Critical Endeavour ist ein Fortbildungs- und Workshopprogramm für junge JournalistInnen in den Bereichen Tanz- und Performance, das erstmals im Rahmen von ImPulsTanz 2008 in Wien stattfindet. Ziel von Critical Endeavour ist die nachhaltige Förderung der öffentliche Auseinandersetzung mit Tanz und der Austausch über “best practice”, Ethik und Verantwortung von Kritik in Anbetracht der betreffenden Länder und Kontexte. Critical Endeavour wird 2008 von dem renommierten deutschen Tanzkritiker und Theoretiker Franz Anton Cramer geleitet.
“Menske” by Ultima Vez
Trash bags full of tears
These silly little human beings. Always sleepless and not taking a moment to rest. Everyone is trying hard to climb up the same ladder to be on the top and to gain, what? Life is running fast. Thinking about motivation is a luxury that these creatures do not have. Instead, they chase the others with fog machines, kill each other with pointed feet or throw around rubbish sacks which are attached to steel wires. In it’s new piece “Menske”, Ultima Vez seems to want to tell us, that the stage is a spider web where everyone needs to act strong and selfish in order to not be eaten.
The moments of enlightenment, when an inner voice tells to sit down and to take a rest, are short. It is the best time for a new beginning and to reconsider the choices that were made earlier. But those inhabitants of a hamster wheel stay paralysed, unable to decide which way to go. A man is sitting half naked on a chair in front of a projection of two corridors that could show him a way out of this labyrinth, while distorted birds and painful knives of his memories and experiences are forming a procession.
Wim Vandekeybus creates an apocalyptic version of the world for his nine dancers.
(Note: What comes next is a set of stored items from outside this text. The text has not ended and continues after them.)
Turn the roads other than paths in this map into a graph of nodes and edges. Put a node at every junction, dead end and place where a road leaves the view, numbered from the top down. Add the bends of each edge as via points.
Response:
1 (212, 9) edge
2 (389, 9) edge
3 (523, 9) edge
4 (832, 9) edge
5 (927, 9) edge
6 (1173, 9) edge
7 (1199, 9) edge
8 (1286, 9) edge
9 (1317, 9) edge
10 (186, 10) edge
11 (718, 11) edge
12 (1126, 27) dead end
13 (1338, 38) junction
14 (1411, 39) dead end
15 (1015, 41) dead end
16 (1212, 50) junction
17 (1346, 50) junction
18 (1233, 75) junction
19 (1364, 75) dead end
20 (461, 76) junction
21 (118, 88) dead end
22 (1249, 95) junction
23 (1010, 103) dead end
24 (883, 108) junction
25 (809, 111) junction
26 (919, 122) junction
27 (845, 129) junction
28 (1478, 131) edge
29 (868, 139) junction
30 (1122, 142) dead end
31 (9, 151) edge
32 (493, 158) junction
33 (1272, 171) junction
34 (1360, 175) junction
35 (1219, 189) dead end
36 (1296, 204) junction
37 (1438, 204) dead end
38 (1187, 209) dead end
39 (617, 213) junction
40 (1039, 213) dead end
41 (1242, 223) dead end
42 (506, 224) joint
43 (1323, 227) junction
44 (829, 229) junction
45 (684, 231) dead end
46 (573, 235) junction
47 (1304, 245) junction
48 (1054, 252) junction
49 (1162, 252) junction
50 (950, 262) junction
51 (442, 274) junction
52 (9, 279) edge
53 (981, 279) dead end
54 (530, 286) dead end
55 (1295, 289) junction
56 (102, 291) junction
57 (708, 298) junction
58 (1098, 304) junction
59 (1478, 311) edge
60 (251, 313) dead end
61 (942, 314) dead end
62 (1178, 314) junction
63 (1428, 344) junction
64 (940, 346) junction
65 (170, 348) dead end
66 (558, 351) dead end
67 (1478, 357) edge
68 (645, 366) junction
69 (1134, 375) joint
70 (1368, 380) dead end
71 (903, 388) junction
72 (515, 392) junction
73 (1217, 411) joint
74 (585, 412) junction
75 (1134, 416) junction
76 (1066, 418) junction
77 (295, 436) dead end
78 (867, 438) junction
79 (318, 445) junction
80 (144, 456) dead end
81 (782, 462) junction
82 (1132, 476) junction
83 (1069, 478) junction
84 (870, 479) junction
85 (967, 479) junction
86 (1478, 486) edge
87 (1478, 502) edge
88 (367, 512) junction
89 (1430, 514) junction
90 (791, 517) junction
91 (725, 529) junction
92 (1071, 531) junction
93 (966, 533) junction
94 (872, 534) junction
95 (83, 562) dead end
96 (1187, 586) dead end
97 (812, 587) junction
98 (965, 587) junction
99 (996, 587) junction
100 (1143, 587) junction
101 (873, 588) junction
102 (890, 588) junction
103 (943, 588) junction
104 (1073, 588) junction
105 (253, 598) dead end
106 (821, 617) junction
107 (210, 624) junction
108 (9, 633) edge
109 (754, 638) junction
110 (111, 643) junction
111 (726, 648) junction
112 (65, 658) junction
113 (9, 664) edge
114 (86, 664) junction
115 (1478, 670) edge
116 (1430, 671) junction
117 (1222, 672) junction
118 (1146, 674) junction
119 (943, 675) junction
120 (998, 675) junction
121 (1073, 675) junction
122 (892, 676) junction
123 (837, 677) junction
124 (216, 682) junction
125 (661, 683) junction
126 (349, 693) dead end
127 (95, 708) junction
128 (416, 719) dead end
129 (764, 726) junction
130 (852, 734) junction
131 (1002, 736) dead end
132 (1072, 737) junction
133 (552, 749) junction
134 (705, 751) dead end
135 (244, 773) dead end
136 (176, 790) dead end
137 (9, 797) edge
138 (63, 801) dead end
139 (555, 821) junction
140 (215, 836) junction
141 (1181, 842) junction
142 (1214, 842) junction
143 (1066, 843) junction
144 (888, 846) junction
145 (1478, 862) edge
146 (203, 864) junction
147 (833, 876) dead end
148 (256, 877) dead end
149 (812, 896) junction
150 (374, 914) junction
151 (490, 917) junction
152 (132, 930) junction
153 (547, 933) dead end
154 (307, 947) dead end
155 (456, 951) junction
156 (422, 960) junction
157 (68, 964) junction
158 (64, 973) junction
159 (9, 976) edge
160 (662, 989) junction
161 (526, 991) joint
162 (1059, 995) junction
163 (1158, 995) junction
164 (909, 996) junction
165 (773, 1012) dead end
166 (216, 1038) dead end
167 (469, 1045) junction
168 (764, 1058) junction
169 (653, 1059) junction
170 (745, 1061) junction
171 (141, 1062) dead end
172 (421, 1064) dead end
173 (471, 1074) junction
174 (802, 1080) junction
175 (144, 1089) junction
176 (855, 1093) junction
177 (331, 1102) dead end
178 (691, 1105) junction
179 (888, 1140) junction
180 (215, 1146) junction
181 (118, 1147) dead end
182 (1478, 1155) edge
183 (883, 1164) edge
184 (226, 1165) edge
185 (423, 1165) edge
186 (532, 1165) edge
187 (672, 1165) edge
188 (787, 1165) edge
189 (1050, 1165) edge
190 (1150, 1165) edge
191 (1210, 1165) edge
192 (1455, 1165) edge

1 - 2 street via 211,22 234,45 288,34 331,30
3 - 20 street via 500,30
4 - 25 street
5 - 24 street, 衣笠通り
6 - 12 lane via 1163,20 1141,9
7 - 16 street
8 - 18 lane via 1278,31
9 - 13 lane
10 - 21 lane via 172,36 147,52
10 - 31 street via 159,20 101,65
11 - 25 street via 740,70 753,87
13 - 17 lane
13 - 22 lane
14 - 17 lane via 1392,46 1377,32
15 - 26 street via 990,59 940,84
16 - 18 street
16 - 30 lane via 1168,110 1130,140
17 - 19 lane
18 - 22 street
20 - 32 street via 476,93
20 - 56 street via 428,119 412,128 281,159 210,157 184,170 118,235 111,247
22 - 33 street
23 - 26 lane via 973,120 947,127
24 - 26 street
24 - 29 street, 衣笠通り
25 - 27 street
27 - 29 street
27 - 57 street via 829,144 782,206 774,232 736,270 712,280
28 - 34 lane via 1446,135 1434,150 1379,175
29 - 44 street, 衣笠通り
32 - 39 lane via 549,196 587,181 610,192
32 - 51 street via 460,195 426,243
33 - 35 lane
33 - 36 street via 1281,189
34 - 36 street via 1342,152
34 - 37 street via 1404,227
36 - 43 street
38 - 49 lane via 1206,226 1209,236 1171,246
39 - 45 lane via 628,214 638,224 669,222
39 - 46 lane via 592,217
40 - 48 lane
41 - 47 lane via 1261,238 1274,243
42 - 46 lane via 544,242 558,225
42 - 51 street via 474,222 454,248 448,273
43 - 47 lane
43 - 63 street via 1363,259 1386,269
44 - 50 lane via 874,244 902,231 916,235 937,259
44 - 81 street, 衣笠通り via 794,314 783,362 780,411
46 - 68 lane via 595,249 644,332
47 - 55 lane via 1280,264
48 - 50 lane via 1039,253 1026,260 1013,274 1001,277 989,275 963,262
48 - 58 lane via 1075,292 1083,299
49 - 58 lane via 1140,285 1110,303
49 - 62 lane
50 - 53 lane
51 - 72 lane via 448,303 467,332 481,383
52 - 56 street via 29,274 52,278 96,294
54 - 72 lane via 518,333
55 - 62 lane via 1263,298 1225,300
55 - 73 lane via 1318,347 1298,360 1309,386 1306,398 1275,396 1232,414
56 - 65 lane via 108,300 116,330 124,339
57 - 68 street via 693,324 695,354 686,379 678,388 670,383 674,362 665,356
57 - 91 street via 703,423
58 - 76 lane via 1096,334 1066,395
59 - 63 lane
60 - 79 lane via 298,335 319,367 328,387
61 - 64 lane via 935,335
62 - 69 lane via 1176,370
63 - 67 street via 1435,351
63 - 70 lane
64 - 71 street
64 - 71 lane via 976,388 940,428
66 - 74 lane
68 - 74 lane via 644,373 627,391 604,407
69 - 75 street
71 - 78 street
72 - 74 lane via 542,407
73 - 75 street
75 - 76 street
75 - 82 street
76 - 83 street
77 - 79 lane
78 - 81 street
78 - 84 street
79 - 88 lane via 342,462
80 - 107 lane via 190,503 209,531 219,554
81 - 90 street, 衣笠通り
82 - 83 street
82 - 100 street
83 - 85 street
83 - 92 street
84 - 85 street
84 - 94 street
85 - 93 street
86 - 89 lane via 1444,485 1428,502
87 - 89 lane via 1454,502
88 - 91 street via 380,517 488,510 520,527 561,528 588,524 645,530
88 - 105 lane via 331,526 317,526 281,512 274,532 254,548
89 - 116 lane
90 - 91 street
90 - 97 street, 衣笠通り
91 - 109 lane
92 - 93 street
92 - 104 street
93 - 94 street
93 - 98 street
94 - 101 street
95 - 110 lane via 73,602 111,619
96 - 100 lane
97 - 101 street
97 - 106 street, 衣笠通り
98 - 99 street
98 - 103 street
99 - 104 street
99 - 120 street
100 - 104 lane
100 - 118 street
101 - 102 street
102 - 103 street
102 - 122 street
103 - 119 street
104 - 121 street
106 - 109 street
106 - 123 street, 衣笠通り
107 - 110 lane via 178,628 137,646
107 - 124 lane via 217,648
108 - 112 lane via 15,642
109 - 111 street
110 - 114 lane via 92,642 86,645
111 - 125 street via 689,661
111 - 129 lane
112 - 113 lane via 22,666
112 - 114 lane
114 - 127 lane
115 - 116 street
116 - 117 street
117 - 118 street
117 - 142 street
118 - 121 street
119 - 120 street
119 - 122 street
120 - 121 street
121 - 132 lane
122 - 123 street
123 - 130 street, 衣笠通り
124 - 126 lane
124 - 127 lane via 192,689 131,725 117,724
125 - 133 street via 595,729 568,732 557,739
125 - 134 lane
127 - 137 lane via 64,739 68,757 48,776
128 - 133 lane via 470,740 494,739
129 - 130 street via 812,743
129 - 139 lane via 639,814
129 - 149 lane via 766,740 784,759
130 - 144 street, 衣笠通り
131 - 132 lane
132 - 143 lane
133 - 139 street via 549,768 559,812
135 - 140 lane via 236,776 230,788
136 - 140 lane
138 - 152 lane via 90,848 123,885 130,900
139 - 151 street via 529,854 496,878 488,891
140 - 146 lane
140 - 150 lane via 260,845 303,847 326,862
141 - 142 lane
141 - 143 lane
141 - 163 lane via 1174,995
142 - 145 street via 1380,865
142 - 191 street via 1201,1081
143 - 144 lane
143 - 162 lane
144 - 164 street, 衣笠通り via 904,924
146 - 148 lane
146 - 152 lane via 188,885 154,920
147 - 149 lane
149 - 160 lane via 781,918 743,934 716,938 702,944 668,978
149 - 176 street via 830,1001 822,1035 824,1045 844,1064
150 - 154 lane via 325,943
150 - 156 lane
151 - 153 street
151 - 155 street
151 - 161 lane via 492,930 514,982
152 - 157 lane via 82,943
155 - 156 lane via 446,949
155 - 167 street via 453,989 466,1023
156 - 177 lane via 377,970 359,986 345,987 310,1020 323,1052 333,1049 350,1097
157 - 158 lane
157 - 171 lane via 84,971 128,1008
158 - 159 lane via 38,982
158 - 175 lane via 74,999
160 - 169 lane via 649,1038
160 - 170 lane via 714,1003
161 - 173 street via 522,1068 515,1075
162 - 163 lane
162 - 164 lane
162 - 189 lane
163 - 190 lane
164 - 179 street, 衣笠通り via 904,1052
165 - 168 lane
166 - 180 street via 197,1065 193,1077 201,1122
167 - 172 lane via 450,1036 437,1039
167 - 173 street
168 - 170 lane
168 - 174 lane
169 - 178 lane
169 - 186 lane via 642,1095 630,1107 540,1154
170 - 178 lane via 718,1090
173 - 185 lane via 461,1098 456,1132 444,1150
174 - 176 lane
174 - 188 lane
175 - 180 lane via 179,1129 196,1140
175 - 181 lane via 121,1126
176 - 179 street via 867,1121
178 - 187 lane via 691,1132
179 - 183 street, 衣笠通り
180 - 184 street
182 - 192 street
This can’t be a place for a fallen angel philososhising with the mysterious “Pablo”, forced to deal with this rotten pack of human beings.
These animal-movers master their bodies as perfect arms of self- destruction:
While spiraling around themselves and having short duets with abrupt freezes, they form a homogenic society that has their instruments mostly tensed to their fullest, as if they were hoping for a savior that forces them to stop.
But there is no exit, no moment to take a breath, these auto-controlled creatures stay trapped in the roles that they have studied too well with their master. Scene after scene. Although the choreographer exhausts all the known stage tricks and tools such as screaming, talking in different languages, showing female naked breasts, spraying short, meaningful sentences “dead to the idiots” on the backside of movable walls and using all kind of props, still no enlightenment strikes this place till the darkness releases us and them.